Topic: Handling Exceptions

The program uses only java.lang classes, so no imports are needed. What is the result of compiling and running this Java 17 code?

public class Demo {
  static String work() {
    try {
      System.out.print("A");
      throw new IllegalStateException();
    } catch (RuntimeException e) {
      System.out.print("B");
      return "C";
    } finally {
      System.out.print("D");
      throw new IllegalArgumentException();
    }
  }
  public static void main(String[] args) {
    try { System.out.print(work()); }
    catch (Exception e) { System.out.print("E"); }
  }
}

Options:

• A. It prints ABDC.

• B. It prints ABDE.

• C. It prints ABCDE.

• D. It does not compile because work() might not return a value.

Best answer: B

Explanation: The code compiles and prints ABDE. The try block throws an exception, the catch block begins a return, and the finally block executes before that return can complete. Because finally throws, the pending return value is discarded and the caller catches the new exception.

A finally block runs after the selected catch block, even when that catch block is returning a value. Here, the try block prints A and throws IllegalStateException. The catch block handles it, prints B, and prepares to return "C". Before that return reaches main, the finally block prints D and throws IllegalArgumentException. An abrupt completion from finally replaces the pending return, so System.out.print(work()) never receives "C". The exception is caught by main, which prints E.

A finally block that throws has priority over an in-progress return or earlier exception.

• Returning C fails because the thrown exception in finally discards the catch block’s pending return.
• Printing both C and E fails because System.out.print(work()) does not print anything if evaluating work() throws.
• Missing return fails because a non-void method is allowed when the remaining path completes abruptly by throwing.

Question 2

Topic: Handling Exceptions

Assume this Java 17 code is compiled and run as shown:

class Door implements AutoCloseable {
    private final String id;
    Door(String id) { this.id = id; }
    public void close() { System.out.print("close " + id); }
}

public class Main {
    public static void main(String[] args) {
        Door d = new Door("A");
        try (d) {
            System.out.print("open ");
        }
        d = new Door("B");
    }
}

What is the result?

Options:

• A. It does not compile because resources must be declared inside try.

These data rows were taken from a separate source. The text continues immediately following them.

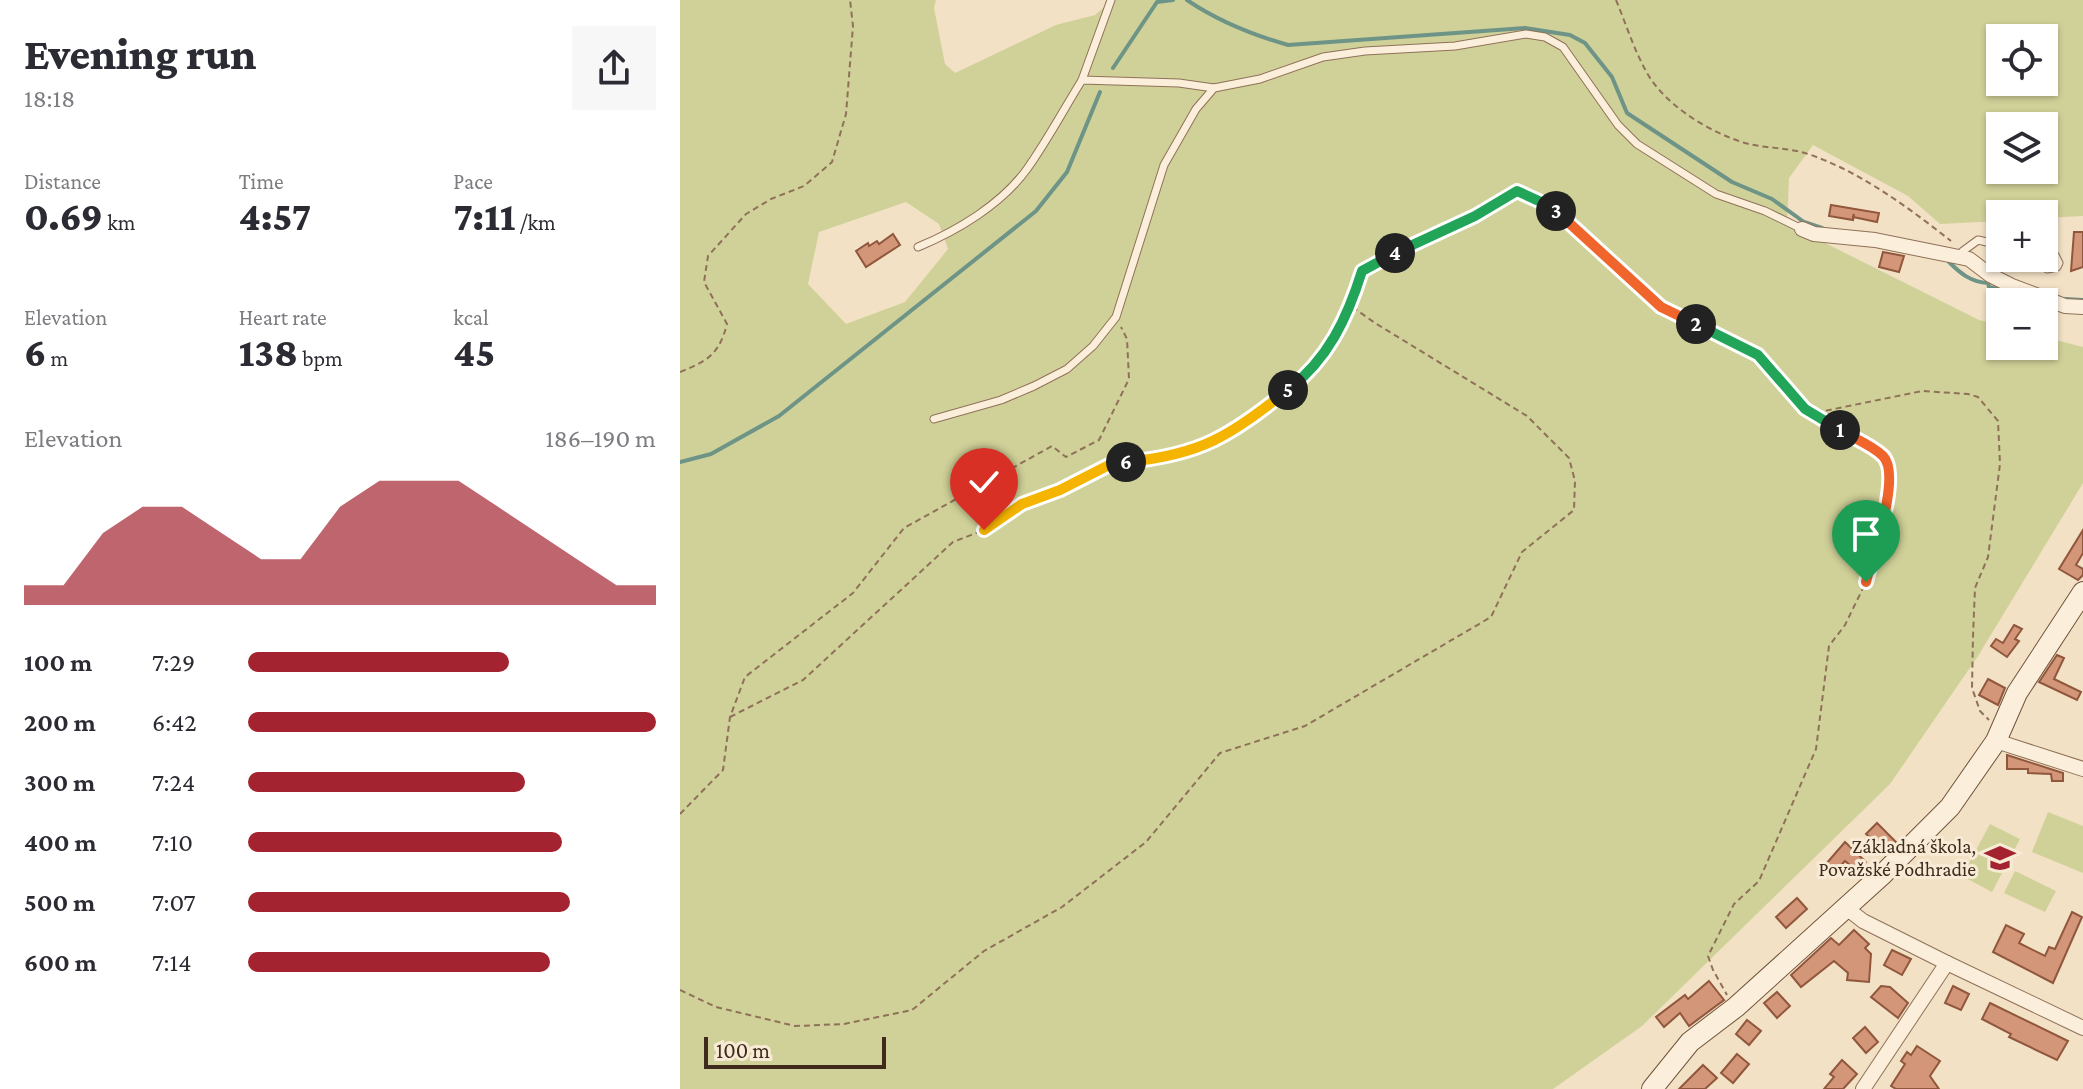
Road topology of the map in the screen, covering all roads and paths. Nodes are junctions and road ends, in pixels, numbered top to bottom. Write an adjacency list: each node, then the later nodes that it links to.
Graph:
1 (850, 0): 13 (path)
2 (1111, 0): 4 (lane)
3 (1616, 0): 9 (path)
4 (1082, 80): 5 (lane); 8 (lane)
5 (1214, 88): 6 (lane); 12 (lane)
6 (1802, 229): 11 (street)
7 (1986, 242): 9 (lane)
8 (918, 247)
9 (1963, 251)
10 (1351, 306): 14 (path); 17 (path); 23 (path)
11 (2083, 307)
12 (1116, 317): 15 (lane); 17 (path)
13 (680, 372)
14 (1805, 409): 18 (path); 24 (path)
15 (934, 419)
16 (2083, 592): 18 (street)
17 (730, 717): 20 (path)
18 (1998, 737): 19 (street); 21 (street)
19 (2083, 769)
20 (680, 814)
21 (1845, 907): 22 (street); 24 (street)
22 (1947, 963): 25 (street); 27 (street)
23 (680, 990)
24 (1736, 1007): 26 (street)
25 (2083, 1028)
26 (1652, 1089)
27 (1863, 1089)

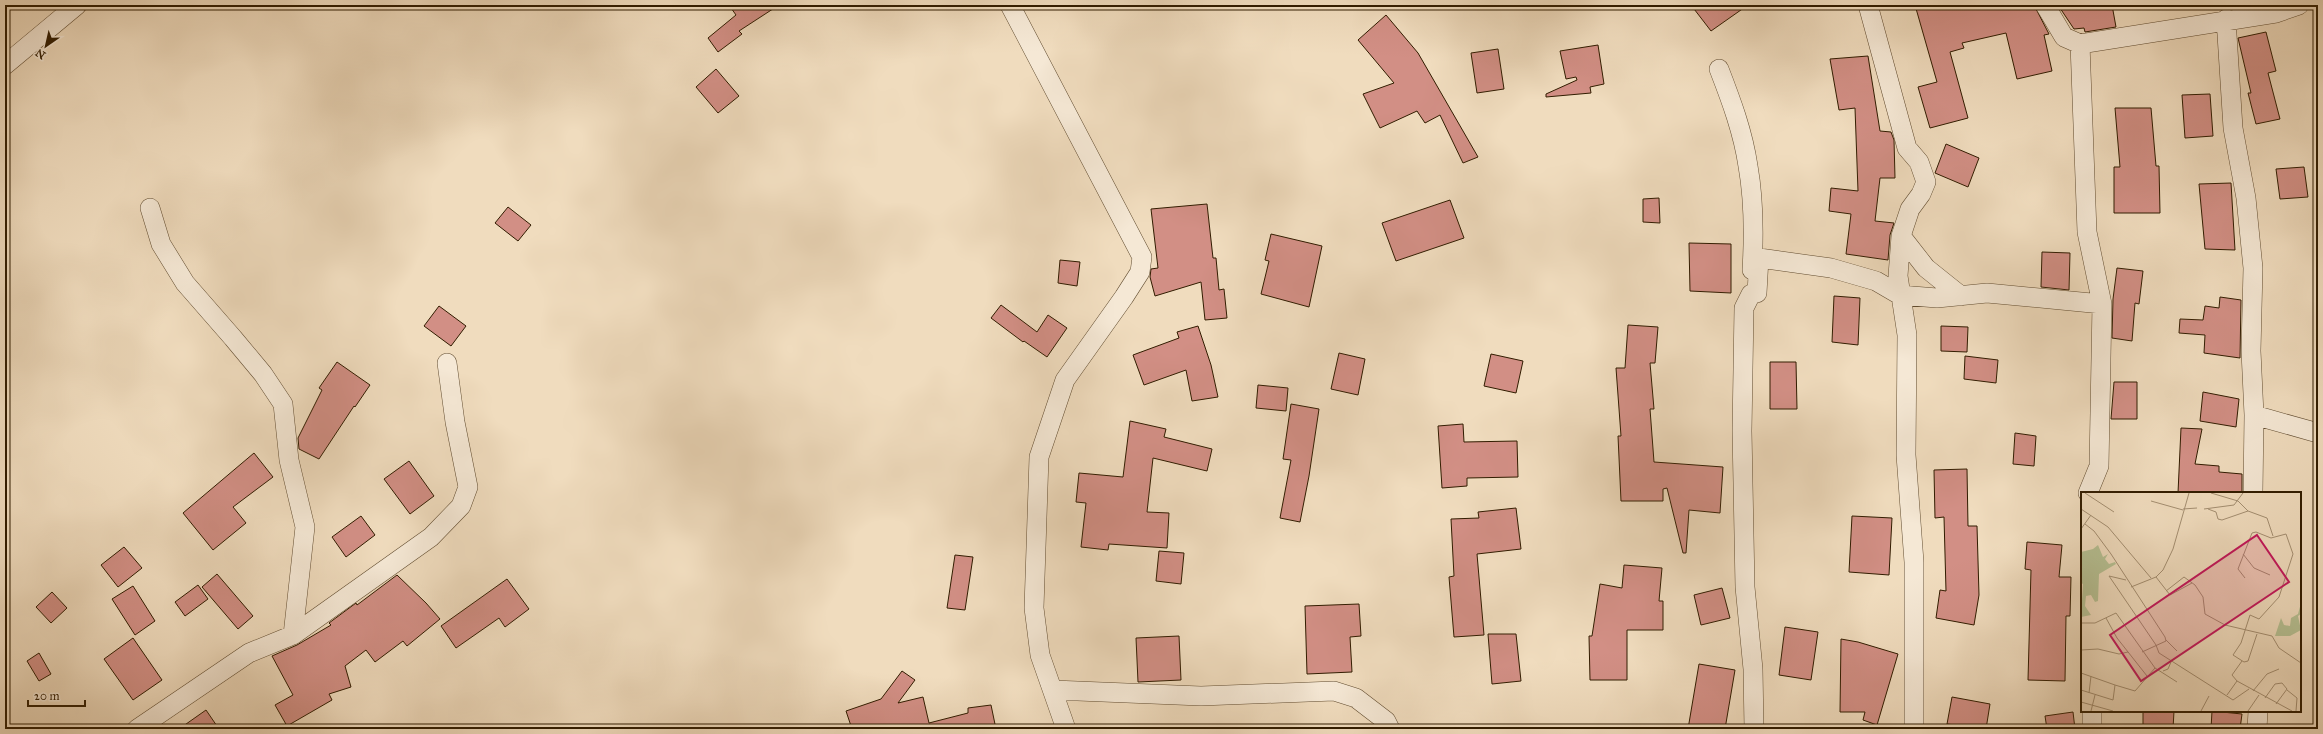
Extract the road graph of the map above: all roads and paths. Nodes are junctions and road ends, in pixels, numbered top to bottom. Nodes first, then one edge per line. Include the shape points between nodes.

• B. It does not compile because d is not effectively final.

• C. It prints open close Aclose B.

• D. It prints open close A.

Best answer: B

Explanation: Java 17 allows an existing local variable to be used as a try-with-resources resource only if it is final or effectively final. The later reassignment to d means d is not effectively final, so compilation fails before any output occurs.

The core rule is that a reused resource variable in a try-with-resources statement must be final or effectively final. A local variable is effectively final only if it is not reassigned after its initialization. In this code, d is initialized with new Door("A"), then used in try (d), but later assigned new Door("B"). That later assignment is enough to make d not effectively final for the entire method.

Java 17 does permit resource reuse syntax such as try (d), but only when the reused variable satisfies the final/effectively-final requirement.

• Runtime output choices fail because the code is rejected at compile time before close() can run.
• Second door closing is not possible because the later new Door("B") assignment is never reached.
• Resource declaration only is outdated; Java 9 and later allow reused resource variables when they are final or effectively final.

Question 3

Topic: Handling Exceptions

While compiling a small utility, a developer gets unreported exception IOException; must be caught or declared to be thrown on the throw new IOException line. The I/O failure should remain a recoverable condition.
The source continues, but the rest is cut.